For those that haven't seen it growing, garlic has a wide blade that looks alot like grass. Garlic is planted around mid October in the fall in Minnesota. It is one of the first things out of the ground in the spring. I had about 8 -10 rows planted in one of our fields that you can see from the road. It was 12 inches tall by mid-April.  It looks very much like corn from the road. Several of the neighbors asked me how I got the corn so big so early (everyone else was just planting their corn).

The girls have helped weed in the garden since they were very little. When Jenna was two she loved to help weed, but dad (me) had to provide a very positive ID for what was a weed and what was not. Garlic is one of the easiest to weed as the tall garlic stalks looked much different than the typical broadleaf weeds in the garlic beds.

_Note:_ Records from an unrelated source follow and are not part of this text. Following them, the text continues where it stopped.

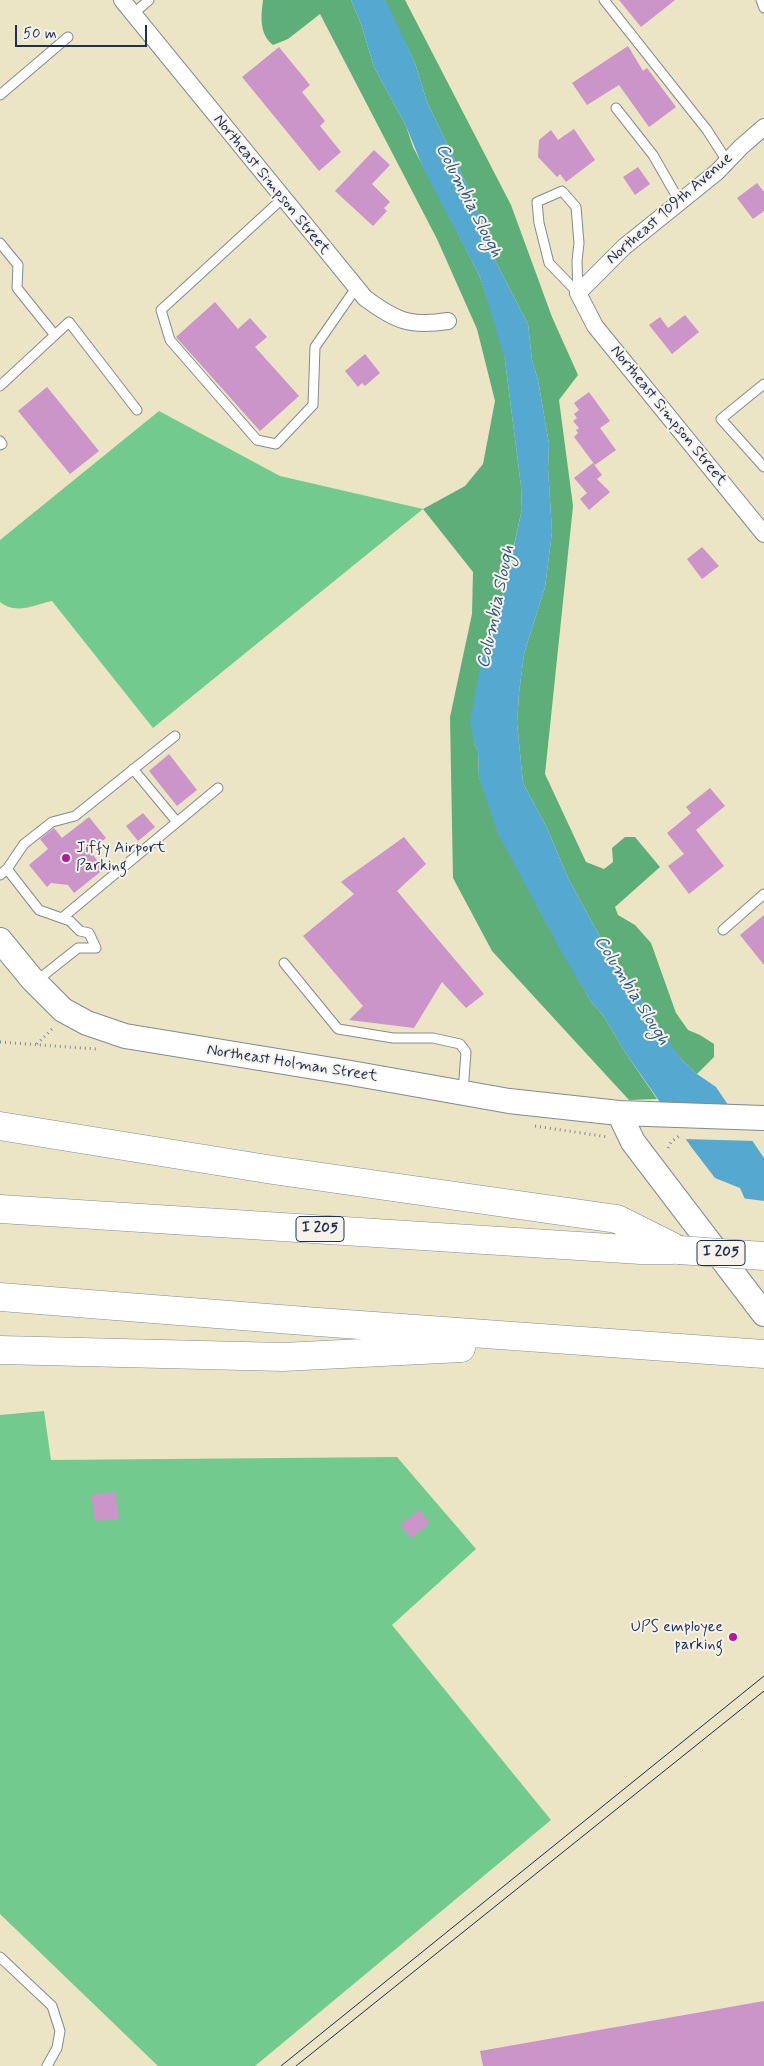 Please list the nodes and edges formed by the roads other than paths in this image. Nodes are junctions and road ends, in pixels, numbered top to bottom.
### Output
1 (122, 0) edge
2 (149, 0) edge
3 (604, 0) edge
4 (760, 0) edge
5 (764, 8) edge
6 (133, 14) junction
7 (68, 37) dead end
8 (0, 95) edge
9 (616, 108) dead end
10 (764, 127) edge
11 (727, 161) junction
12 (283, 198) junction
13 (680, 202) junction
14 (0, 243) edge
15 (356, 288) junction
16 (578, 293) junction
17 (448, 321) dead end
18 (54, 334) junction
19 (764, 384) edge
20 (0, 386) edge
21 (136, 410) dead end
22 (0, 441) edge
23 (0, 445) edge
24 (764, 467) edge
25 (764, 534) edge
26 (175, 736) dead end
27 (133, 769) junction
28 (218, 788) dead end
29 (177, 822) junction
30 (4, 872) edge
31 (764, 894) edge
32 (62, 918) junction
33 (723, 930) dead end
34 (0, 940) edge
35 (284, 963) dead end
36 (35, 982) junction
37 (463, 1093) junction
38 (619, 1112) junction
39 (755, 1118) edge
40 (0, 1126) edge
41 (0, 1209) edge
42 (679, 1250) junction
43 (764, 1256) edge
44 (0, 1297) edge
45 (764, 1314) edge
46 (575, 1341) junction
47 (0, 1350) edge
48 (764, 1354) edge
49 (0, 1957) edge
50 (47, 2066) edge

1 - 6 street, Northeast Simpson Street
2 - 6 lane
3 - 11 lane
4 - 5 lane
6 - 12 street, Northeast Simpson Street
7 - 8 lane
9 - 13 lane
10 - 11 street, Northeast 109th Avenue
11 - 13 street, Northeast 109th Avenue
12 - 15 street, Northeast Simpson Street
12 - 15 lane
13 - 16 street, Northeast 109th Avenue
14 - 18 lane
15 - 17 street, Northeast Simpson Street
16 - 16 lane
16 - 25 street, Northeast Simpson Street
18 - 20 lane
18 - 21 lane
19 - 24 lane
22 - 23 lane
26 - 27 lane
27 - 29 lane
27 - 30 lane
28 - 29 lane
29 - 32 lane
30 - 32 lane
31 - 33 lane
32 - 36 lane
34 - 36 street, Northeast Holman Street
35 - 37 lane
36 - 37 street, Northeast Holman Street
37 - 38 street, Northeast Holman Street
38 - 39 street, Northeast Holman Street
38 - 45 street
40 - 42 highway
41 - 42 highway, I 205
42 - 43 highway, I 205, bridge
44 - 46 highway
46 - 47 highway
46 - 48 highway
49 - 50 lane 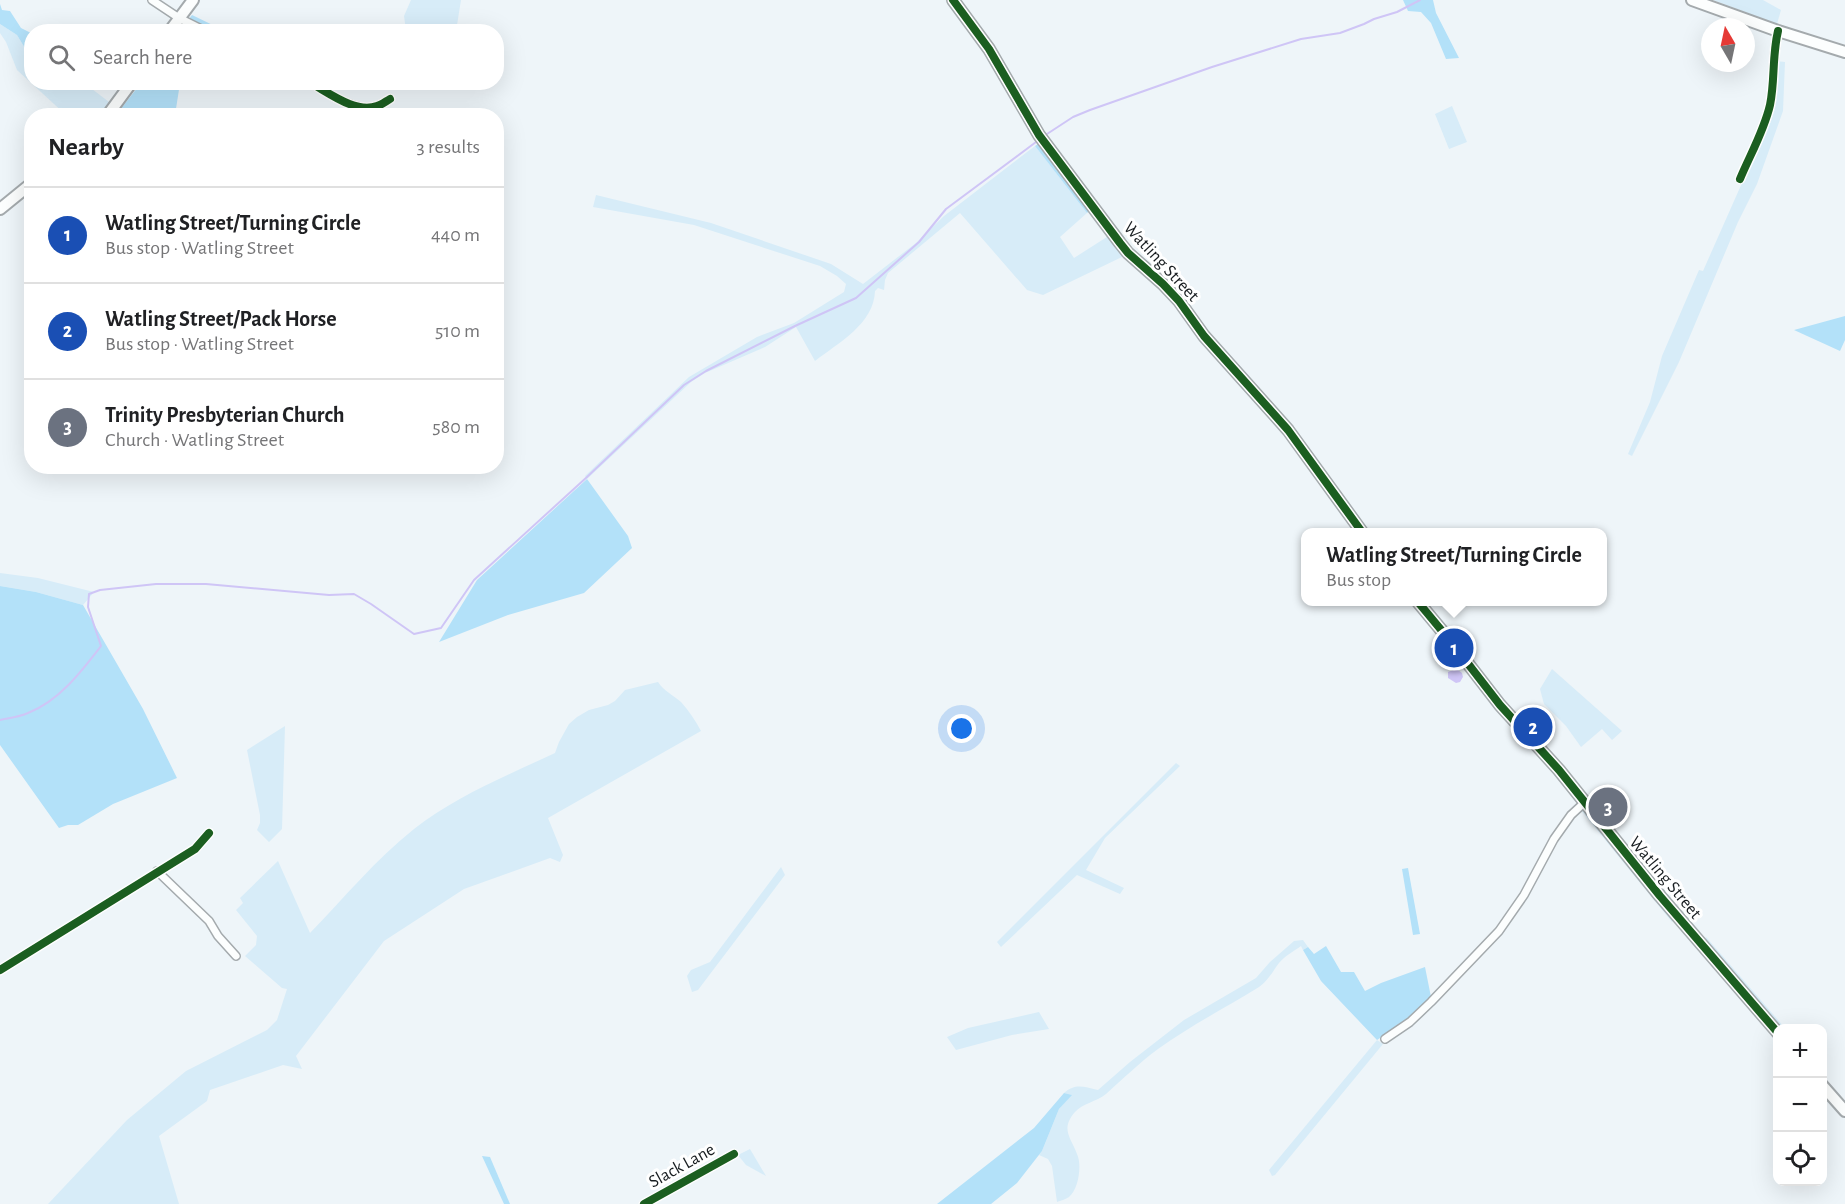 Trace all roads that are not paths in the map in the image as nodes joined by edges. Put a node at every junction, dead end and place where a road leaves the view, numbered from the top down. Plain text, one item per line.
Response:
1 (152, 0) edge
2 (193, 0) edge
3 (953, 0) edge
4 (1692, 0) edge
5 (179, 18) junction
6 (175, 24) edge
7 (191, 24) edge
8 (1778, 31) junction
9 (1845, 52) edge
10 (126, 90) edge
11 (324, 90) edge
12 (390, 99) dead end
13 (113, 108) edge
14 (365, 108) edge
15 (365, 108) edge
16 (1740, 179) dead end
17 (24, 190) edge
18 (0, 209) edge
19 (1359, 528) edge
20 (1421, 606) edge
21 (1584, 803) junction
22 (209, 833) dead end
23 (157, 872) junction
24 (236, 956) dead end
25 (0, 970) edge
26 (1773, 1027) edge
27 (1385, 1039) dead end
28 (1827, 1091) edge
29 (1845, 1111) edge
30 (734, 1154) dead end
31 (644, 1204) edge

1 - 5 street
2 - 5 street
3 - 19 street, Watling Street
4 - 8 street
5 - 6 street
5 - 7 street
8 - 9 street
8 - 16 street
10 - 13 street
11 - 14 street
12 - 15 street
17 - 18 street
20 - 21 street, Watling Street
21 - 26 street, Watling Street
21 - 27 street
22 - 23 street
23 - 24 street
23 - 25 street
28 - 29 street
30 - 31 street, Slack Lane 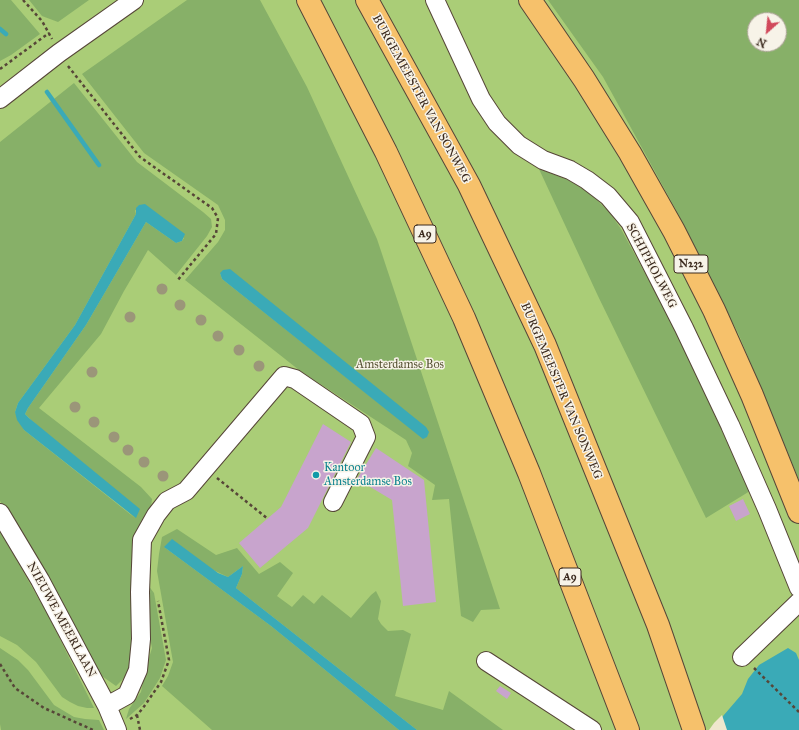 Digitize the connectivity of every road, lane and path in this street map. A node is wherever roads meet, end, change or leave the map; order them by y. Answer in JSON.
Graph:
{"nodes":[{"id":1,"x":22,"y":0,"type":"edge"},
{"id":2,"x":134,"y":0,"type":"edge"},
{"id":3,"x":308,"y":0,"type":"edge"},
{"id":4,"x":368,"y":0,"type":"edge"},
{"id":5,"x":435,"y":0,"type":"edge"},
{"id":6,"x":530,"y":0,"type":"edge"},
{"id":7,"x":65,"y":62,"type":"dead end"},
{"id":8,"x":0,"y":69,"type":"edge"},
{"id":9,"x":0,"y":99,"type":"edge"},
{"id":10,"x":177,"y":282,"type":"dead end"},
{"id":11,"x":206,"y":468,"type":"junction"},
{"id":12,"x":333,"y":502,"type":"dead end"},
{"id":13,"x":799,"y":512,"type":"edge"},
{"id":14,"x":0,"y":513,"type":"edge"},
{"id":15,"x":268,"y":519,"type":"dead end"},
{"id":16,"x":799,"y":588,"type":"edge"},
{"id":17,"x":799,"y":602,"type":"edge"},
{"id":18,"x":486,"y":661,"type":"dead end"},
{"id":19,"x":747,"y":661,"type":"joint"},
{"id":20,"x":0,"y":664,"type":"edge"},
{"id":21,"x":108,"y":706,"type":"junction"},
{"id":22,"x":799,"y":712,"type":"edge"},
{"id":23,"x":137,"y":715,"type":"dead end"},
{"id":24,"x":93,"y":730,"type":"edge"},
{"id":25,"x":118,"y":730,"type":"edge"},
{"id":26,"x":140,"y":730,"type":"edge"},
{"id":27,"x":592,"y":730,"type":"edge"},
{"id":28,"x":628,"y":730,"type":"edge"},
{"id":29,"x":694,"y":730,"type":"edge"}],
"edges":[{"from":1,"to":8,"type":"path"},
{"from":2,"to":9,"type":"street"},
{"from":3,"to":28,"type":"main road","number":"A9"},
{"from":4,"to":29,"type":"main road","name":"BURGEMEESTER VAN SONWEG"},
{"from":5,"to":16,"type":"street","name":"SCHIPHOLWEG"},
{"from":6,"to":13,"type":"main road","number":"N232"},
{"from":7,"to":10,"type":"path"},
{"from":11,"to":12,"type":"street"},
{"from":11,"to":15,"type":"path"},
{"from":11,"to":21,"type":"street"},
{"from":14,"to":21,"type":"street","name":"NIEUWE MEERLAAN"},
{"from":17,"to":19,"type":"street"},
{"from":18,"to":27,"type":"street"},
{"from":19,"to":22,"type":"path"},
{"from":20,"to":24,"type":"path"},
{"from":21,"to":25,"type":"street","name":"NIEUWE MEERLAAN"},
{"from":23,"to":26,"type":"path"}]} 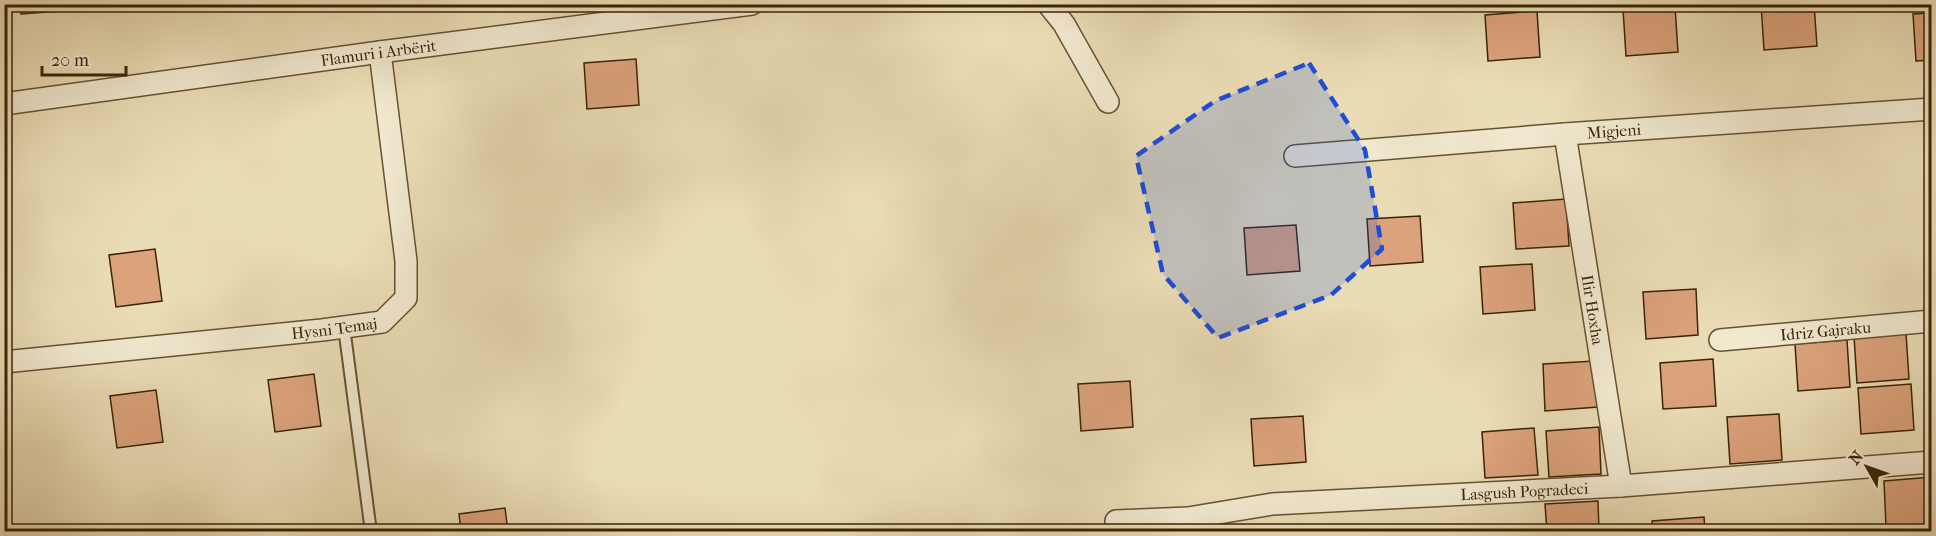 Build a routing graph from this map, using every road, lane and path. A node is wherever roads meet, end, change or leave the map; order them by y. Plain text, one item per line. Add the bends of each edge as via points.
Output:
1 (752, 4) edge
2 (1048, 4) edge
3 (380, 52) junction
4 (1108, 102) dead end
5 (4, 104) edge
6 (1932, 109) edge
7 (1564, 134) junction
8 (1295, 156) dead end
9 (1932, 321) edge
10 (344, 327) junction
11 (1720, 340) dead end
12 (4, 362) edge
13 (1932, 462) edge
14 (1621, 486) junction
15 (1116, 521) dead end
16 (371, 531) edge

1 - 3 street, Flamuri i Arbërit
2 - 4 street via 1064,24
3 - 5 street, Flamuri i Arbërit
3 - 10 street, Hysni Temaj via 406,261 406,298 382,322
6 - 7 street, Migjeni
7 - 8 street, Migjeni
7 - 14 street, Ilir Hoxha
9 - 11 street, Idriz Gajraku
10 - 12 street, Hysni Temaj
10 - 16 lane
13 - 14 street, Lasgush Pogradeci
14 - 15 street, Lasgush Pogradeci via 1272,504 1188,518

Jenna, when she was two, finds some quack grass and with a twinkle in her eye pulls a blade off and says, "Ooooops DaDa I pulled a garlic". (She started calling me DaDa for daddy shortly after Reed was born. She calls Lisa MaMa so I guess I should be DaDa, right?) I turned to investigate and upon inspection I assured her that what she had pulled was not garlic but quack grass. Then she says, "DaDa I didn't hear it quack".

Very early in the season I picked a garlic to help season the croutons for an authentic Caesar salad I would make from some red Romaine lettuce. Thinking back to the previous fall and the way we would peal the onions to get them ready for market. Jenna takes the imature garlic and proceeds to remove all the layers until there was nothing left. When I asked her where the garlic went she said, "All gone DaDa, it disappeared" and so it was.

So if you ever hear the proverbial phrase "peeling the onion" typically used when discovering layer after layer of new information or when teams are solving problems. Think of Jenna and her "peal'n'eat garlic.

We have trialed a number of garlics and most grow very well here. I like Spanish Roja for hardiness and size of the bulbs. The cloves are also very easy to peel.
and flavor. Makes a good black garlic.